### PROVIDED RECORDS
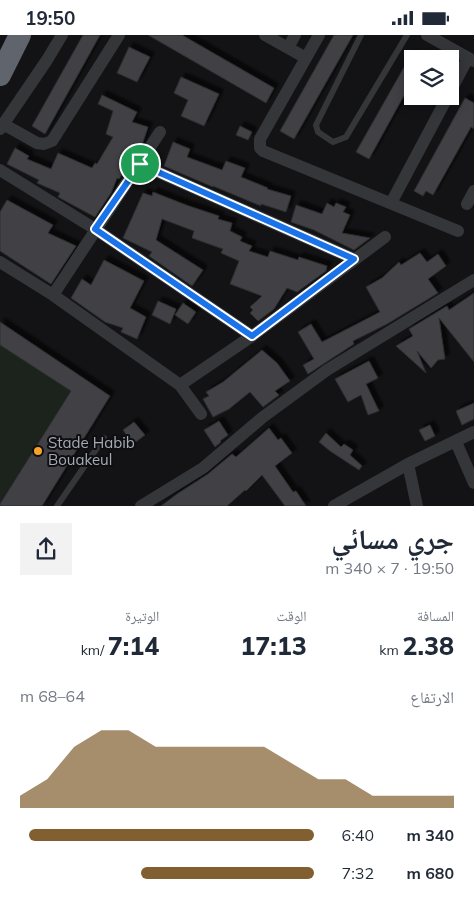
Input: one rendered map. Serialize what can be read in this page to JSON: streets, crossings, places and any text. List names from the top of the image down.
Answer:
{
  "places": ["Stade Habib Bouakeul"],
  "page": {
    "status": "19:50",
    "heading": ["جري مسائي", "19:50 · 7 × 340 m"],
    "stats": [
      ["المسافة", "2.38 km"],
      ["الوقت", "17:13"],
      ["الوتيرة", "7:14 /km"]
    ],
    "chart": ["الارتفاع", "64–68 m"],
    "list": [
      {
        "name": "340 m",
        "note": "6:40"
      },
      {
        "name": "680 m",
        "note": "7:32"
      }
    ]
  }
}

### WHAT YOU SHOULD DO
Every line above should be returned exactly; the pictures stay out.

### RESPONSE TO THIS EXERCISE
Input: one rendered map. Serialize what can be read in this page to JSON: streets, crossings, places and any text. List names from the top of the image down.
Answer:
{
  "places": ["Stade Habib Bouakeul"],
  "page": {
    "status": "19:50",
    "heading": ["جري مسائي", "19:50 · 7 × 340 m"],
    "stats": [
      ["المسافة", "2.38 km"],
      ["الوقت", "17:13"],
      ["الوتيرة", "7:14 /km"]
    ],
    "chart": ["الارتفاع", "64–68 m"],
    "list": [
      {
        "name": "340 m",
        "note": "6:40"
      },
      {
        "name": "680 m",
        "note": "7:32"
      }
    ]
  }
}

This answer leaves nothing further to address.